This week the Czech Republic's candidate for a seat on the European Commission in Brussels, Pavel Telicka, was put through one final grilling before taking up the post. Mr Telicka was a last-minute choice for Czech Commissioner, after embarrassment and confusion, when the government's initial choice, the former Environment Minister, Milos Kuzvart, suddenly and unexpectedly withdrew his candidacy a few weeks ago. In the end the European Parliament's assessment of Mr Telicka's suitability for the post went fairly smoothly, but there were also a few bumps.
Mr Telicka may have been anxious but showed few signs of nervousness. According to the Chairwoman of the European Parliament's Committee on Environment, Public Health, and Consumer Policy, Caroline Jackson, Mr Telicka was all he should have been - calm, collected, and well informed about European affairs.
But Mr Telicka was certainly not given an easy ride by the European Parliament. The big question mark was over his past. In his mid-twenties, he was a member of the Czechoslovak Communist Party, just before the regime fell. Mr Telicka's defence was to say that everyone makes mistakes, and he argued that his subsequent actions had proven that he now views things differently. He also pointed out that the Czech Republic has a strict screening process and does not allow any former influential communist to take up important political posts.
According to the Austrian MEP Marialiese Flemming, who is often engaged in heated debate with Mr Telicka over the controversial Temelin nuclear power plant close to the border with nuclear-free Austria, the future Czech Commissioner was "sensational and absolutely perfect".
But one MEP who was not impressed was Markus Ferber of the right-wing Bavarian CSU. Mr Ferber brought up the evergreen issue of the Benes Decrees, which sanctioned the expulsion of 2.5 million ethnic Germans from Czechoslovakia in the years following WWII, and have never been revoked. Mr Telicka said there was nothing to add on the issue, and that his view was shared by both the Czech and German governments.

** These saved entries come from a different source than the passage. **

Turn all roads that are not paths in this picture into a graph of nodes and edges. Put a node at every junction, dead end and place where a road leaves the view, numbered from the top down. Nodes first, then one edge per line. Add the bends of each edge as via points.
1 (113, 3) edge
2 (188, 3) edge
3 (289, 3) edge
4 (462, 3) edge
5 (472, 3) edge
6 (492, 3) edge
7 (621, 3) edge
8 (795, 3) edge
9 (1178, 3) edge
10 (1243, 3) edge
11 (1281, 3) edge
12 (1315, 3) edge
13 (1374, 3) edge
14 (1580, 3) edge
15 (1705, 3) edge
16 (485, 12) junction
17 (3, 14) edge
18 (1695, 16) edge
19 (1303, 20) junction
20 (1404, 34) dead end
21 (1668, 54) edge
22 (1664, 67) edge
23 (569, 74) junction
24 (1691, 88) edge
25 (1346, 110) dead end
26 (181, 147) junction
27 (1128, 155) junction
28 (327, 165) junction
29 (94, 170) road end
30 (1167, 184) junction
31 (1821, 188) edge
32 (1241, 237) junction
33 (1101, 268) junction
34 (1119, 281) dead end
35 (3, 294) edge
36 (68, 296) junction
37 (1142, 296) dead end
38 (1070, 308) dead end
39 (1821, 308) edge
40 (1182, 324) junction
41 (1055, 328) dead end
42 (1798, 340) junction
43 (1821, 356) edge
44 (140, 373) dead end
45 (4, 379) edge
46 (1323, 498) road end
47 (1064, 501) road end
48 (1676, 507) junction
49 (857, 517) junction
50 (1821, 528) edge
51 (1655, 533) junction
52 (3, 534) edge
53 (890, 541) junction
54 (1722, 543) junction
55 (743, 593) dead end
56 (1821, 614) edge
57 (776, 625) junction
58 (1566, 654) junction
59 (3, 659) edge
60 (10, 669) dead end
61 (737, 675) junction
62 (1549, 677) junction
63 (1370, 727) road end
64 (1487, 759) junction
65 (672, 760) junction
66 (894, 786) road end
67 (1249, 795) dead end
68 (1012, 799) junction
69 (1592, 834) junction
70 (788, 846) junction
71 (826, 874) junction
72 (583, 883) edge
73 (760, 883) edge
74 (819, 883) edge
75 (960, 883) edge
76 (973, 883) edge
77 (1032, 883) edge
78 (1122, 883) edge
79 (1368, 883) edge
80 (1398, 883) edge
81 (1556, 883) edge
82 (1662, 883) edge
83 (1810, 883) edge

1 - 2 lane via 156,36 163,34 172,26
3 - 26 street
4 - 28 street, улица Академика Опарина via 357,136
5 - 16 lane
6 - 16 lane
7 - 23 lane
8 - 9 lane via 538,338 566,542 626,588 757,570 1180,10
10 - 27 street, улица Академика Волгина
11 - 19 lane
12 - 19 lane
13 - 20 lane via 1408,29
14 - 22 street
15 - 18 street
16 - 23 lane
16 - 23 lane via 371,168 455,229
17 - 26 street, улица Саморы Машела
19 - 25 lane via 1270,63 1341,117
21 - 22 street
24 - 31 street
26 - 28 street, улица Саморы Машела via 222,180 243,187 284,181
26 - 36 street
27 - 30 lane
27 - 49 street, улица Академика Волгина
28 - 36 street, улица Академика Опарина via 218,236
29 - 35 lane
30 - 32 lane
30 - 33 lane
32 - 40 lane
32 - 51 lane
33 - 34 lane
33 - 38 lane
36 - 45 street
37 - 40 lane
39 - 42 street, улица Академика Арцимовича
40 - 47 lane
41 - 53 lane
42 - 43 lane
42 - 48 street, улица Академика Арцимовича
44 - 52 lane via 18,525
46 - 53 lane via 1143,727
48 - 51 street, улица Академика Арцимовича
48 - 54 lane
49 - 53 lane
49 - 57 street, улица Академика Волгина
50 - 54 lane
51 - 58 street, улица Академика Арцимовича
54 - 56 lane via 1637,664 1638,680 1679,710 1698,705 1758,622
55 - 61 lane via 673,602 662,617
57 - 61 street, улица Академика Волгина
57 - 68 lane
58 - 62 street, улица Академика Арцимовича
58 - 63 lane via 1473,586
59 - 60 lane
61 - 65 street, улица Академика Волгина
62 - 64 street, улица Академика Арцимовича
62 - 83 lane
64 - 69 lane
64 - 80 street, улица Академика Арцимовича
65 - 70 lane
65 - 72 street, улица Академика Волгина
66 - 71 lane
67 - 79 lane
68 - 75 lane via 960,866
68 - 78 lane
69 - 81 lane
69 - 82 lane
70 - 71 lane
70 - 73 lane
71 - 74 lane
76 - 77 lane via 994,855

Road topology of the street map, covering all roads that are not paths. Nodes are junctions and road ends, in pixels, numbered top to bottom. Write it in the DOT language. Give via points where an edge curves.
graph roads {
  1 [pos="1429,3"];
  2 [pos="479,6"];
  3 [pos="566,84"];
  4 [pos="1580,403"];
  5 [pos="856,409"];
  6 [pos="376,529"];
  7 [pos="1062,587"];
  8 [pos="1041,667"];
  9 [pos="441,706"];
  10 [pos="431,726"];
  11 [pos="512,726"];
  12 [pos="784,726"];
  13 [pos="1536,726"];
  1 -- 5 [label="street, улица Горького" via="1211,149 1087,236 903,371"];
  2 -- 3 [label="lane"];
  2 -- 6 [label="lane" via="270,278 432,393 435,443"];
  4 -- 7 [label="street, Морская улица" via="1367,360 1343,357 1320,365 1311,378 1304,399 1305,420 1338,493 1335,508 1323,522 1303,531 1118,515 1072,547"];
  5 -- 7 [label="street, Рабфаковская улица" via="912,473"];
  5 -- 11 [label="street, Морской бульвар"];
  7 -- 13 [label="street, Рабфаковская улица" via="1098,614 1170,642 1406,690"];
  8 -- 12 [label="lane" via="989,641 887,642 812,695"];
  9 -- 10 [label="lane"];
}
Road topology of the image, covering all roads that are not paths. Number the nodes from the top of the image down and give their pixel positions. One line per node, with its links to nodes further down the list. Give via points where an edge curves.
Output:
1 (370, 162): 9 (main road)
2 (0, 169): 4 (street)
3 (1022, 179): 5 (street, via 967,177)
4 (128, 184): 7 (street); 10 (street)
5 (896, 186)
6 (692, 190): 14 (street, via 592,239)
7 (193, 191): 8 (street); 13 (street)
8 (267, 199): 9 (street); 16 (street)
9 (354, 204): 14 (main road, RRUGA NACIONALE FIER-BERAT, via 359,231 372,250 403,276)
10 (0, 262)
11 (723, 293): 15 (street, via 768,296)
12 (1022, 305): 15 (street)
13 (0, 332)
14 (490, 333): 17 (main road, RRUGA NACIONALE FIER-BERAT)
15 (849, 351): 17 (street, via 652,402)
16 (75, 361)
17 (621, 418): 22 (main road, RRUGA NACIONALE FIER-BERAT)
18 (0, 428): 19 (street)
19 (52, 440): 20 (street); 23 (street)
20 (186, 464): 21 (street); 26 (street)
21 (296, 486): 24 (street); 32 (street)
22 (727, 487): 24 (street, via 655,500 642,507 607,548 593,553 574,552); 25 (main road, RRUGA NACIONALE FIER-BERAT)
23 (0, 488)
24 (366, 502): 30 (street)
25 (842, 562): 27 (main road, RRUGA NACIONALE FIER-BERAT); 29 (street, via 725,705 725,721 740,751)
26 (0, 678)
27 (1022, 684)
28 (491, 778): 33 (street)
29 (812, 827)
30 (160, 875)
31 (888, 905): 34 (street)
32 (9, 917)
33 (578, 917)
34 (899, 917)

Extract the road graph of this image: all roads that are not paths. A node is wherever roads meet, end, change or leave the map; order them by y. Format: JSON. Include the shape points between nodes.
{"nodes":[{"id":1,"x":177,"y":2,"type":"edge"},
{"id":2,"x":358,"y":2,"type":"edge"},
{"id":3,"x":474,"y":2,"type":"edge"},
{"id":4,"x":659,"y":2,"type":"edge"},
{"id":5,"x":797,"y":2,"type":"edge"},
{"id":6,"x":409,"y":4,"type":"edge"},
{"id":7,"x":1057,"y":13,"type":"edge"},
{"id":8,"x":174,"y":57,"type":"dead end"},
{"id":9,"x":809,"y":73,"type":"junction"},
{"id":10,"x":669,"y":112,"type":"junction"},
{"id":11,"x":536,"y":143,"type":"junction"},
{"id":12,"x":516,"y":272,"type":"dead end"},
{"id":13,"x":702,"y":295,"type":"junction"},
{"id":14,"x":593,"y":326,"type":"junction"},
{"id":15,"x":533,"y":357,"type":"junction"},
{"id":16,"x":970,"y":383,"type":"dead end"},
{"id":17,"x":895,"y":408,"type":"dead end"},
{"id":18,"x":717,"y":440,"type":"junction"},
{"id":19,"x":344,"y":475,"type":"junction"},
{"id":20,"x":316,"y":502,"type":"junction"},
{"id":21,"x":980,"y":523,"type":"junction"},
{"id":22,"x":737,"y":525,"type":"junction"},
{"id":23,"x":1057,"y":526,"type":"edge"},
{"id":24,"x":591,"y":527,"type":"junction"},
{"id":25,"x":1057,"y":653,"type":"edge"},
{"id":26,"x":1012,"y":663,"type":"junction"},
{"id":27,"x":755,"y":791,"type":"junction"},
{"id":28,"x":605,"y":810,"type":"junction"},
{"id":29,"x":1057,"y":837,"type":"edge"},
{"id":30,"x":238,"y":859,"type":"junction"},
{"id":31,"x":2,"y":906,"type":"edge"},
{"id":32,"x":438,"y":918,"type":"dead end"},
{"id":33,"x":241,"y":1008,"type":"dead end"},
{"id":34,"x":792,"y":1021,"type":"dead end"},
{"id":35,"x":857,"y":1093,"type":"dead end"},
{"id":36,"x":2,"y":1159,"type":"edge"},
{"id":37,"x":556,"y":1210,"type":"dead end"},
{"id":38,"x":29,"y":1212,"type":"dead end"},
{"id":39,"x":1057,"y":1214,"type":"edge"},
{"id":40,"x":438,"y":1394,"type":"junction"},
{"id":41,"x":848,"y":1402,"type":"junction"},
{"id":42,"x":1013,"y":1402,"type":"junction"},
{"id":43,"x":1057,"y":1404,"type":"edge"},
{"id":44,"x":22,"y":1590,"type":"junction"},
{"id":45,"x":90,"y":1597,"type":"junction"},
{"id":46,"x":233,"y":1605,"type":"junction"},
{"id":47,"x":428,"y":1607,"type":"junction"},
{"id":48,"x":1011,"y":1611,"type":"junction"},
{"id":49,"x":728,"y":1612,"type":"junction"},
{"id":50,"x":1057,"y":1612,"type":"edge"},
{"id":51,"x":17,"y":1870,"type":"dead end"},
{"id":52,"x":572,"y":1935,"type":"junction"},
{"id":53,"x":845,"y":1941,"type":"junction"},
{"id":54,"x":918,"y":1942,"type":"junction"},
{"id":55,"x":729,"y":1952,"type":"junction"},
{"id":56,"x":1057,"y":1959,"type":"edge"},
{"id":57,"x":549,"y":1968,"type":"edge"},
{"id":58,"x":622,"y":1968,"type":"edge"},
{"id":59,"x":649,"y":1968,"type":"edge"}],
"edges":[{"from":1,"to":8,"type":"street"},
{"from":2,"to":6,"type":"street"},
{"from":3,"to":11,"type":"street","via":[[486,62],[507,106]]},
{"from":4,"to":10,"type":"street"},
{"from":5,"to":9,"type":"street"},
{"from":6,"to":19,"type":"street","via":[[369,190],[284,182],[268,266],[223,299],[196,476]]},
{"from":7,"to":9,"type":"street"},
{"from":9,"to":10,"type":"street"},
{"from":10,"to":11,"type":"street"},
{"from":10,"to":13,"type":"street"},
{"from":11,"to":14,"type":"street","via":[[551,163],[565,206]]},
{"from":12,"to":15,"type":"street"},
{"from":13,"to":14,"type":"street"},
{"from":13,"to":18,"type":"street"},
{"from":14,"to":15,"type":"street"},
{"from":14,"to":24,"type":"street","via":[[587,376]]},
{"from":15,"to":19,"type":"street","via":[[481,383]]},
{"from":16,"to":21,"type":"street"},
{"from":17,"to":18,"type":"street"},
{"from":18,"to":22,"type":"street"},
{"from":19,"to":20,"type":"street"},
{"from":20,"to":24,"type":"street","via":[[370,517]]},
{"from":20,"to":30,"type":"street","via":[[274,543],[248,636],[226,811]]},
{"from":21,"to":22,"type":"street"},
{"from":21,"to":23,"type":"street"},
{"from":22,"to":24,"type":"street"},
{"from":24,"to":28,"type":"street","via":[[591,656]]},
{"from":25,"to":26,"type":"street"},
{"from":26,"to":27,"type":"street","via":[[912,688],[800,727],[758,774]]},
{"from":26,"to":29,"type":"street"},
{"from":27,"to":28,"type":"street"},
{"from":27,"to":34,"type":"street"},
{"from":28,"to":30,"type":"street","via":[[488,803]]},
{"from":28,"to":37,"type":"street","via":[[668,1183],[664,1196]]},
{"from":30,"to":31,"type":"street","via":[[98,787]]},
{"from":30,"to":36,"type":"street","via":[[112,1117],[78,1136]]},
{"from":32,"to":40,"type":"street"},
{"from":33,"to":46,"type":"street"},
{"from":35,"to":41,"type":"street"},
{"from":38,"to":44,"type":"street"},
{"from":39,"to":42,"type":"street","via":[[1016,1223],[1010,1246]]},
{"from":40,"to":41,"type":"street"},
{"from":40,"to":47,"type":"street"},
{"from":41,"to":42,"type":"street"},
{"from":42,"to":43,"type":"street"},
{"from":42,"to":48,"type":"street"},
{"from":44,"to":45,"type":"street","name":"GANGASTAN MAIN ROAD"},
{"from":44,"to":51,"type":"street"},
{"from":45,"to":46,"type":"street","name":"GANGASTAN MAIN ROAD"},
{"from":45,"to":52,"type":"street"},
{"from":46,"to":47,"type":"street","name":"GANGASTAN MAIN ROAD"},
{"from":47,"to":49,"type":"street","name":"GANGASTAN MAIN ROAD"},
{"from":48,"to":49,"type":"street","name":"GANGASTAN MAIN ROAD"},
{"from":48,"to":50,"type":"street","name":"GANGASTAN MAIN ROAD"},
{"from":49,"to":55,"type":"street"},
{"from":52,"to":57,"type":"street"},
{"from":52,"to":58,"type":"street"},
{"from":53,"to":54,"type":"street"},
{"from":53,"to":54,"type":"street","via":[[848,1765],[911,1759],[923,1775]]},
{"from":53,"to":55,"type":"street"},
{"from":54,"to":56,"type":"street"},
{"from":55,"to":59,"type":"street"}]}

In the long run, one issue concerning the future of the European Commission remains unresolved. Under the proposed EU Constitution only fifteen of the 25 commissioners will have voting rights at any one time. The Czech Republic has heavily criticised the proposal, arguing that it will weaken the Commission and the influence of smaller EU members. Mr Telicka agrees, but he also argues for flexibility and patience:
"The commission should in the coming years be composed on the basis of the principle one member state one commissioner. On the other hand, it is a little difficult for me to prematurely assess the future work of the commission in the 25. I think that it will be very important how the work in the commission will be organised and how it will be structured."
Only 38 years old, Pavel Telicka will be the youngest representative in the European Commission and will be working alongside Irish EU Commissioner for Health and Consumer Protection David Byrne for the next six months. But Mr Telicka has made it clear that neither his youth nor the fact that he will be representing a new member state, will stop him from being an active and efficient EU Commissioner.